#### PROBLEM STATEMENT
Nothing but an exact reprint of the records is to be returned.

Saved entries
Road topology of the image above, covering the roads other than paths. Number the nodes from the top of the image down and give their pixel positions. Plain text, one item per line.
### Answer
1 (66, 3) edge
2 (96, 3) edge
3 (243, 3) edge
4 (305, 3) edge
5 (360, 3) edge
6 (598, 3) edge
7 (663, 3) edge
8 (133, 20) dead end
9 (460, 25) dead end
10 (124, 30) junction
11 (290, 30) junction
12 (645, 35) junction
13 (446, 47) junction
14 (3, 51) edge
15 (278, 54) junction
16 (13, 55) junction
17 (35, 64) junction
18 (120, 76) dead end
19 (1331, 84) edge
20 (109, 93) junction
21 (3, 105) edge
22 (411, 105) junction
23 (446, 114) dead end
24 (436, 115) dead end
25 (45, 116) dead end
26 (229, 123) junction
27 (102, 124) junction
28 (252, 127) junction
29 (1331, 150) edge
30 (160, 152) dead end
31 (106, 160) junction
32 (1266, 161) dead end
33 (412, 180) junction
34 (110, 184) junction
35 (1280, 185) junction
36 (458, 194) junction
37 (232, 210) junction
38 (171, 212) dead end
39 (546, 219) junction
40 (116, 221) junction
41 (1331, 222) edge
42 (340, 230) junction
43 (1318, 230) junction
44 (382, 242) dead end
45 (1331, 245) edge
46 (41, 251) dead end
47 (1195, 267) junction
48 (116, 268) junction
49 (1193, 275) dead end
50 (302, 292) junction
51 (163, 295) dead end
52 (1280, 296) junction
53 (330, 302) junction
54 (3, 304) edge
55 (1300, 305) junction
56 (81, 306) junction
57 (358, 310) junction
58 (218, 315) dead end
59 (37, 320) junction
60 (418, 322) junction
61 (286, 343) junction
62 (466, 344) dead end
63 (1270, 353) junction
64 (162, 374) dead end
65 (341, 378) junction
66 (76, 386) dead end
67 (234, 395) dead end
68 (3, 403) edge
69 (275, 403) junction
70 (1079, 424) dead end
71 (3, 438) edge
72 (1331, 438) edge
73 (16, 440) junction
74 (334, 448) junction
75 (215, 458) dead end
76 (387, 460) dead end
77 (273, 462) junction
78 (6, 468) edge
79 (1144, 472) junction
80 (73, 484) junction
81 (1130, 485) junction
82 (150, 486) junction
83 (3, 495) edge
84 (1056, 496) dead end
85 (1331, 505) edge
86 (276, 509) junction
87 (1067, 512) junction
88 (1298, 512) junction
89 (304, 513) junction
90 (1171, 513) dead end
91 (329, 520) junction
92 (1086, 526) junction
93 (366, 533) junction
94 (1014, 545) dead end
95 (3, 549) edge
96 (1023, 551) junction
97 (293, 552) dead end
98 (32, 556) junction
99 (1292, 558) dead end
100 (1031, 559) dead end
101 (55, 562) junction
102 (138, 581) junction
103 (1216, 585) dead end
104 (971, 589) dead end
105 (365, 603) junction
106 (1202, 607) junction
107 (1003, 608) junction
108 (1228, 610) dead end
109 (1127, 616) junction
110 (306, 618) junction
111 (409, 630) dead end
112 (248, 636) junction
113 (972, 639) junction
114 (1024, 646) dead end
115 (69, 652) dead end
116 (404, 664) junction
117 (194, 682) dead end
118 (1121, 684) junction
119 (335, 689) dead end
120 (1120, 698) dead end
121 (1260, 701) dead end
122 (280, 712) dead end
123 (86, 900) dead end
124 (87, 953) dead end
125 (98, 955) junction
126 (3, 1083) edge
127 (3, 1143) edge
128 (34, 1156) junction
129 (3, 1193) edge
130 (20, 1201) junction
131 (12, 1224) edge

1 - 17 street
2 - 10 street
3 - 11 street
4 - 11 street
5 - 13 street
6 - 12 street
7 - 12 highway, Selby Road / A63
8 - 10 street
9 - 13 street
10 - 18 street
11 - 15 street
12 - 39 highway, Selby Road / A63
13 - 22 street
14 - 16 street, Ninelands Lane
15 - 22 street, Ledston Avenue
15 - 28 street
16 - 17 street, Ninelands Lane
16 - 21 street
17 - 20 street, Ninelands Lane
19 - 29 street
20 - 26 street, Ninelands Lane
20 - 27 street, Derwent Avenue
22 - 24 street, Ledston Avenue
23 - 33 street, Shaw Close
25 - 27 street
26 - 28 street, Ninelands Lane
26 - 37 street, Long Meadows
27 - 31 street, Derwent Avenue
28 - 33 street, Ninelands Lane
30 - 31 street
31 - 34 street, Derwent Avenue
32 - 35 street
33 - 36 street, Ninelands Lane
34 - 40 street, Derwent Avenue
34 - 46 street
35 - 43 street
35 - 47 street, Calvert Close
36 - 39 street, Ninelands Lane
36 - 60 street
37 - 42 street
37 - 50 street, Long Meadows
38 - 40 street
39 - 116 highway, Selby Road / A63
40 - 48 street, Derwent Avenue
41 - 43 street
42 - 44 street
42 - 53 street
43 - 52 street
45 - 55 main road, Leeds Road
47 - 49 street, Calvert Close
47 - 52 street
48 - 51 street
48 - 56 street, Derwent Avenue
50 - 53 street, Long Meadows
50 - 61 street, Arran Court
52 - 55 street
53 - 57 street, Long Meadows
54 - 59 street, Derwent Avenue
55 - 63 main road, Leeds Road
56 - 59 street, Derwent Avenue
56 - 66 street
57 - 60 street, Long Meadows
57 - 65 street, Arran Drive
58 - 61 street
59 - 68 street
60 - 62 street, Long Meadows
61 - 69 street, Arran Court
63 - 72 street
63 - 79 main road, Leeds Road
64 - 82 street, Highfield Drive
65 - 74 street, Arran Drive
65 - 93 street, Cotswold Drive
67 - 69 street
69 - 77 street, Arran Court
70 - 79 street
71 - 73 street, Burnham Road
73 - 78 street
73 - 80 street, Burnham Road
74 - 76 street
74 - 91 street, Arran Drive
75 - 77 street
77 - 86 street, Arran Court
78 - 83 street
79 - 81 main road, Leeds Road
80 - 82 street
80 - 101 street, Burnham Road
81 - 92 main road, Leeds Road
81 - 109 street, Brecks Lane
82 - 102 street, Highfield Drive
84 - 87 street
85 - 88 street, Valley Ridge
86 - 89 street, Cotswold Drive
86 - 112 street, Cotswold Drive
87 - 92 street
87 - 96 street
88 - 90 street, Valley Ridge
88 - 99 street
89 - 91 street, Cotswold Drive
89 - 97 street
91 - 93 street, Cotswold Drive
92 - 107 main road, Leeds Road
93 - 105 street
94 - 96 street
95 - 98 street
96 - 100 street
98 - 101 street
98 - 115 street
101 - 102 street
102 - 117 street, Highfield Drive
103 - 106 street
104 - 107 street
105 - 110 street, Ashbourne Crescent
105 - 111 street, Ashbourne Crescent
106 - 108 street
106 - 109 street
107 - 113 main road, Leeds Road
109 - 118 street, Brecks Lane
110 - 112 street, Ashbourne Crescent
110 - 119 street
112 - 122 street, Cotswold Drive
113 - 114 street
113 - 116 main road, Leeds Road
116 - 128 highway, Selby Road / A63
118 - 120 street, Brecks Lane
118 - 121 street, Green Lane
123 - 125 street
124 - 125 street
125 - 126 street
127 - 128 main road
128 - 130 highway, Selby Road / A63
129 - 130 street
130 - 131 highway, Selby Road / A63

#### RESPONSE FOR THIS EXERCISE
Road topology of the image above, covering the roads other than paths. Number the nodes from the top of the image down and give their pixel positions. Plain text, one item per line.
### Answer
1 (66, 3) edge
2 (96, 3) edge
3 (243, 3) edge
4 (305, 3) edge
5 (360, 3) edge
6 (598, 3) edge
7 (663, 3) edge
8 (133, 20) dead end
9 (460, 25) dead end
10 (124, 30) junction
11 (290, 30) junction
12 (645, 35) junction
13 (446, 47) junction
14 (3, 51) edge
15 (278, 54) junction
16 (13, 55) junction
17 (35, 64) junction
18 (120, 76) dead end
19 (1331, 84) edge
20 (109, 93) junction
21 (3, 105) edge
22 (411, 105) junction
23 (446, 114) dead end
24 (436, 115) dead end
25 (45, 116) dead end
26 (229, 123) junction
27 (102, 124) junction
28 (252, 127) junction
29 (1331, 150) edge
30 (160, 152) dead end
31 (106, 160) junction
32 (1266, 161) dead end
33 (412, 180) junction
34 (110, 184) junction
35 (1280, 185) junction
36 (458, 194) junction
37 (232, 210) junction
38 (171, 212) dead end
39 (546, 219) junction
40 (116, 221) junction
41 (1331, 222) edge
42 (340, 230) junction
43 (1318, 230) junction
44 (382, 242) dead end
45 (1331, 245) edge
46 (41, 251) dead end
47 (1195, 267) junction
48 (116, 268) junction
49 (1193, 275) dead end
50 (302, 292) junction
51 (163, 295) dead end
52 (1280, 296) junction
53 (330, 302) junction
54 (3, 304) edge
55 (1300, 305) junction
56 (81, 306) junction
57 (358, 310) junction
58 (218, 315) dead end
59 (37, 320) junction
60 (418, 322) junction
61 (286, 343) junction
62 (466, 344) dead end
63 (1270, 353) junction
64 (162, 374) dead end
65 (341, 378) junction
66 (76, 386) dead end
67 (234, 395) dead end
68 (3, 403) edge
69 (275, 403) junction
70 (1079, 424) dead end
71 (3, 438) edge
72 (1331, 438) edge
73 (16, 440) junction
74 (334, 448) junction
75 (215, 458) dead end
76 (387, 460) dead end
77 (273, 462) junction
78 (6, 468) edge
79 (1144, 472) junction
80 (73, 484) junction
81 (1130, 485) junction
82 (150, 486) junction
83 (3, 495) edge
84 (1056, 496) dead end
85 (1331, 505) edge
86 (276, 509) junction
87 (1067, 512) junction
88 (1298, 512) junction
89 (304, 513) junction
90 (1171, 513) dead end
91 (329, 520) junction
92 (1086, 526) junction
93 (366, 533) junction
94 (1014, 545) dead end
95 (3, 549) edge
96 (1023, 551) junction
97 (293, 552) dead end
98 (32, 556) junction
99 (1292, 558) dead end
100 (1031, 559) dead end
101 (55, 562) junction
102 (138, 581) junction
103 (1216, 585) dead end
104 (971, 589) dead end
105 (365, 603) junction
106 (1202, 607) junction
107 (1003, 608) junction
108 (1228, 610) dead end
109 (1127, 616) junction
110 (306, 618) junction
111 (409, 630) dead end
112 (248, 636) junction
113 (972, 639) junction
114 (1024, 646) dead end
115 (69, 652) dead end
116 (404, 664) junction
117 (194, 682) dead end
118 (1121, 684) junction
119 (335, 689) dead end
120 (1120, 698) dead end
121 (1260, 701) dead end
122 (280, 712) dead end
123 (86, 900) dead end
124 (87, 953) dead end
125 (98, 955) junction
126 (3, 1083) edge
127 (3, 1143) edge
128 (34, 1156) junction
129 (3, 1193) edge
130 (20, 1201) junction
131 (12, 1224) edge

1 - 17 street
2 - 10 street
3 - 11 street
4 - 11 street
5 - 13 street
6 - 12 street
7 - 12 highway, Selby Road / A63
8 - 10 street
9 - 13 street
10 - 18 street
11 - 15 street
12 - 39 highway, Selby Road / A63
13 - 22 street
14 - 16 street, Ninelands Lane
15 - 22 street, Ledston Avenue
15 - 28 street
16 - 17 street, Ninelands Lane
16 - 21 street
17 - 20 street, Ninelands Lane
19 - 29 street
20 - 26 street, Ninelands Lane
20 - 27 street, Derwent Avenue
22 - 24 street, Ledston Avenue
23 - 33 street, Shaw Close
25 - 27 street
26 - 28 street, Ninelands Lane
26 - 37 street, Long Meadows
27 - 31 street, Derwent Avenue
28 - 33 street, Ninelands Lane
30 - 31 street
31 - 34 street, Derwent Avenue
32 - 35 street
33 - 36 street, Ninelands Lane
34 - 40 street, Derwent Avenue
34 - 46 street
35 - 43 street
35 - 47 street, Calvert Close
36 - 39 street, Ninelands Lane
36 - 60 street
37 - 42 street
37 - 50 street, Long Meadows
38 - 40 street
39 - 116 highway, Selby Road / A63
40 - 48 street, Derwent Avenue
41 - 43 street
42 - 44 street
42 - 53 street
43 - 52 street
45 - 55 main road, Leeds Road
47 - 49 street, Calvert Close
47 - 52 street
48 - 51 street
48 - 56 street, Derwent Avenue
50 - 53 street, Long Meadows
50 - 61 street, Arran Court
52 - 55 street
53 - 57 street, Long Meadows
54 - 59 street, Derwent Avenue
55 - 63 main road, Leeds Road
56 - 59 street, Derwent Avenue
56 - 66 street
57 - 60 street, Long Meadows
57 - 65 street, Arran Drive
58 - 61 street
59 - 68 street
60 - 62 street, Long Meadows
61 - 69 street, Arran Court
63 - 72 street
63 - 79 main road, Leeds Road
64 - 82 street, Highfield Drive
65 - 74 street, Arran Drive
65 - 93 street, Cotswold Drive
67 - 69 street
69 - 77 street, Arran Court
70 - 79 street
71 - 73 street, Burnham Road
73 - 78 street
73 - 80 street, Burnham Road
74 - 76 street
74 - 91 street, Arran Drive
75 - 77 street
77 - 86 street, Arran Court
78 - 83 street
79 - 81 main road, Leeds Road
80 - 82 street
80 - 101 street, Burnham Road
81 - 92 main road, Leeds Road
81 - 109 street, Brecks Lane
82 - 102 street, Highfield Drive
84 - 87 street
85 - 88 street, Valley Ridge
86 - 89 street, Cotswold Drive
86 - 112 street, Cotswold Drive
87 - 92 street
87 - 96 street
88 - 90 street, Valley Ridge
88 - 99 street
89 - 91 street, Cotswold Drive
89 - 97 street
91 - 93 street, Cotswold Drive
92 - 107 main road, Leeds Road
93 - 105 street
94 - 96 street
95 - 98 street
96 - 100 street
98 - 101 street
98 - 115 street
101 - 102 street
102 - 117 street, Highfield Drive
103 - 106 street
104 - 107 street
105 - 110 street, Ashbourne Crescent
105 - 111 street, Ashbourne Crescent
106 - 108 street
106 - 109 street
107 - 113 main road, Leeds Road
109 - 118 street, Brecks Lane
110 - 112 street, Ashbourne Crescent
110 - 119 street
112 - 122 street, Cotswold Drive
113 - 114 street
113 - 116 main road, Leeds Road
116 - 128 highway, Selby Road / A63
118 - 120 street, Brecks Lane
118 - 121 street, Green Lane
123 - 125 street
124 - 125 street
125 - 126 street
127 - 128 main road
128 - 130 highway, Selby Road / A63
129 - 130 street
130 - 131 highway, Selby Road / A63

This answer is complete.